[Data extract]

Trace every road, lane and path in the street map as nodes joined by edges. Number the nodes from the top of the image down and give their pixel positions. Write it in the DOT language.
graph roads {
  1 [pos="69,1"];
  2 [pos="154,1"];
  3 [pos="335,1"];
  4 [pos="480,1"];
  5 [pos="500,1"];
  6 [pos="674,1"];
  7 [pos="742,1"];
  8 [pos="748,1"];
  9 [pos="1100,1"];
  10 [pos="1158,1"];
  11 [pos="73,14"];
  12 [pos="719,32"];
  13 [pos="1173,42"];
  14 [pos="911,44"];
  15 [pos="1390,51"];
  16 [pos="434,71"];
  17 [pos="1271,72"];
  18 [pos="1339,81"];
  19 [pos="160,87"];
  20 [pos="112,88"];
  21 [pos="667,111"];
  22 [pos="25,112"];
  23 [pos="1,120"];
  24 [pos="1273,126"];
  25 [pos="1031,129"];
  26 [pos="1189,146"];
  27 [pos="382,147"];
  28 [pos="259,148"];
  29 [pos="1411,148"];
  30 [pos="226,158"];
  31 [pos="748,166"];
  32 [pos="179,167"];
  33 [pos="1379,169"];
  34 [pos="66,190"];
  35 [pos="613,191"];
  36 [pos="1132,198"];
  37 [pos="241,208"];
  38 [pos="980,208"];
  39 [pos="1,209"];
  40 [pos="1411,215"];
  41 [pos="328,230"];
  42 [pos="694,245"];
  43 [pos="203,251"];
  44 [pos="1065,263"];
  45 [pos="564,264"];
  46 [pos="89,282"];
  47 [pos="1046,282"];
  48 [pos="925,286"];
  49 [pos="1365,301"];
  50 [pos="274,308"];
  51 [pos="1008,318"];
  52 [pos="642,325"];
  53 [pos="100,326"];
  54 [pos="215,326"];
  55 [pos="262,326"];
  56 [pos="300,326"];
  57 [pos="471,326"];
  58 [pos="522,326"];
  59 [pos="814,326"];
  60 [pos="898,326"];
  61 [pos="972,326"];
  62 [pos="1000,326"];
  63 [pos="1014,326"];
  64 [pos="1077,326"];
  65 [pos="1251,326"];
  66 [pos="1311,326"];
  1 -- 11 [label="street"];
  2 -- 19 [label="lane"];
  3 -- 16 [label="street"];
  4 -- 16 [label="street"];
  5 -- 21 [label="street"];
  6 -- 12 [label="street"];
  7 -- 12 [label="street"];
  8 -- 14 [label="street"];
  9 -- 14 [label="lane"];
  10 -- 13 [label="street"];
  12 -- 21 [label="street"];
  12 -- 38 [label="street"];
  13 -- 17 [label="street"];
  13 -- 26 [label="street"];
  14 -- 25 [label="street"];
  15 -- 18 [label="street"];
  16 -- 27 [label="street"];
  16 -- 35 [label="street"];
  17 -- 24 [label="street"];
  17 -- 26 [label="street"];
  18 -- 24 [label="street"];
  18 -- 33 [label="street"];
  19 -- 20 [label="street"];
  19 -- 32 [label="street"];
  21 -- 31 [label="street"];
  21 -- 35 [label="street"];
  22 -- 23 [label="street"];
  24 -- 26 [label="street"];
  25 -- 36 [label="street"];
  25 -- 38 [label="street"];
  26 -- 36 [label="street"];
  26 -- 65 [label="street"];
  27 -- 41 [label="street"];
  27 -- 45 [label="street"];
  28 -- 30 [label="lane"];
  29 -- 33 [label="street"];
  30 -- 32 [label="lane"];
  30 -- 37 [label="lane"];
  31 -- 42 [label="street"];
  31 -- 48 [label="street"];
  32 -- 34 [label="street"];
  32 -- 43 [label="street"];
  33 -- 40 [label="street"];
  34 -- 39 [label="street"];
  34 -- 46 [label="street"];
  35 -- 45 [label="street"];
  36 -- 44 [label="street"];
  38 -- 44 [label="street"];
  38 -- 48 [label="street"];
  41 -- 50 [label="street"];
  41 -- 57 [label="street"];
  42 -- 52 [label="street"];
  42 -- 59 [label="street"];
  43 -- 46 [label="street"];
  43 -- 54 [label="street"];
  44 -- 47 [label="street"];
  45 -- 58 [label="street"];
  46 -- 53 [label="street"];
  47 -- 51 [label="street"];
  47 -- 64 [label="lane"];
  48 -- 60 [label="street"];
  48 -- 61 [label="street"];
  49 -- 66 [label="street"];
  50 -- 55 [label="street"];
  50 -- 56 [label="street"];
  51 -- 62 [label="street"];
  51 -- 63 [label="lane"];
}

[/Data extract]

## Instructions to follow
This exercise calls for an exact reproduction of the material.

## Response
Trace every road, lane and path in the street map as nodes joined by edges. Number the nodes from the top of the image down and give their pixel positions. Write it in the DOT language.
graph roads {
  1 [pos="69,1"];
  2 [pos="154,1"];
  3 [pos="335,1"];
  4 [pos="480,1"];
  5 [pos="500,1"];
  6 [pos="674,1"];
  7 [pos="742,1"];
  8 [pos="748,1"];
  9 [pos="1100,1"];
  10 [pos="1158,1"];
  11 [pos="73,14"];
  12 [pos="719,32"];
  13 [pos="1173,42"];
  14 [pos="911,44"];
  15 [pos="1390,51"];
  16 [pos="434,71"];
  17 [pos="1271,72"];
  18 [pos="1339,81"];
  19 [pos="160,87"];
  20 [pos="112,88"];
  21 [pos="667,111"];
  22 [pos="25,112"];
  23 [pos="1,120"];
  24 [pos="1273,126"];
  25 [pos="1031,129"];
  26 [pos="1189,146"];
  27 [pos="382,147"];
  28 [pos="259,148"];
  29 [pos="1411,148"];
  30 [pos="226,158"];
  31 [pos="748,166"];
  32 [pos="179,167"];
  33 [pos="1379,169"];
  34 [pos="66,190"];
  35 [pos="613,191"];
  36 [pos="1132,198"];
  37 [pos="241,208"];
  38 [pos="980,208"];
  39 [pos="1,209"];
  40 [pos="1411,215"];
  41 [pos="328,230"];
  42 [pos="694,245"];
  43 [pos="203,251"];
  44 [pos="1065,263"];
  45 [pos="564,264"];
  46 [pos="89,282"];
  47 [pos="1046,282"];
  48 [pos="925,286"];
  49 [pos="1365,301"];
  50 [pos="274,308"];
  51 [pos="1008,318"];
  52 [pos="642,325"];
  53 [pos="100,326"];
  54 [pos="215,326"];
  55 [pos="262,326"];
  56 [pos="300,326"];
  57 [pos="471,326"];
  58 [pos="522,326"];
  59 [pos="814,326"];
  60 [pos="898,326"];
  61 [pos="972,326"];
  62 [pos="1000,326"];
  63 [pos="1014,326"];
  64 [pos="1077,326"];
  65 [pos="1251,326"];
  66 [pos="1311,326"];
  1 -- 11 [label="street"];
  2 -- 19 [label="lane"];
  3 -- 16 [label="street"];
  4 -- 16 [label="street"];
  5 -- 21 [label="street"];
  6 -- 12 [label="street"];
  7 -- 12 [label="street"];
  8 -- 14 [label="street"];
  9 -- 14 [label="lane"];
  10 -- 13 [label="street"];
  12 -- 21 [label="street"];
  12 -- 38 [label="street"];
  13 -- 17 [label="street"];
  13 -- 26 [label="street"];
  14 -- 25 [label="street"];
  15 -- 18 [label="street"];
  16 -- 27 [label="street"];
  16 -- 35 [label="street"];
  17 -- 24 [label="street"];
  17 -- 26 [label="street"];
  18 -- 24 [label="street"];
  18 -- 33 [label="street"];
  19 -- 20 [label="street"];
  19 -- 32 [label="street"];
  21 -- 31 [label="street"];
  21 -- 35 [label="street"];
  22 -- 23 [label="street"];
  24 -- 26 [label="street"];
  25 -- 36 [label="street"];
  25 -- 38 [label="street"];
  26 -- 36 [label="street"];
  26 -- 65 [label="street"];
  27 -- 41 [label="street"];
  27 -- 45 [label="street"];
  28 -- 30 [label="lane"];
  29 -- 33 [label="street"];
  30 -- 32 [label="lane"];
  30 -- 37 [label="lane"];
  31 -- 42 [label="street"];
  31 -- 48 [label="street"];
  32 -- 34 [label="street"];
  32 -- 43 [label="street"];
  33 -- 40 [label="street"];
  34 -- 39 [label="street"];
  34 -- 46 [label="street"];
  35 -- 45 [label="street"];
  36 -- 44 [label="street"];
  38 -- 44 [label="street"];
  38 -- 48 [label="street"];
  41 -- 50 [label="street"];
  41 -- 57 [label="street"];
  42 -- 52 [label="street"];
  42 -- 59 [label="street"];
  43 -- 46 [label="street"];
  43 -- 54 [label="street"];
  44 -- 47 [label="street"];
  45 -- 58 [label="street"];
  46 -- 53 [label="street"];
  47 -- 51 [label="street"];
  47 -- 64 [label="lane"];
  48 -- 60 [label="street"];
  48 -- 61 [label="street"];
  49 -- 66 [label="street"];
  50 -- 55 [label="street"];
  50 -- 56 [label="street"];
  51 -- 62 [label="street"];
  51 -- 63 [label="lane"];
}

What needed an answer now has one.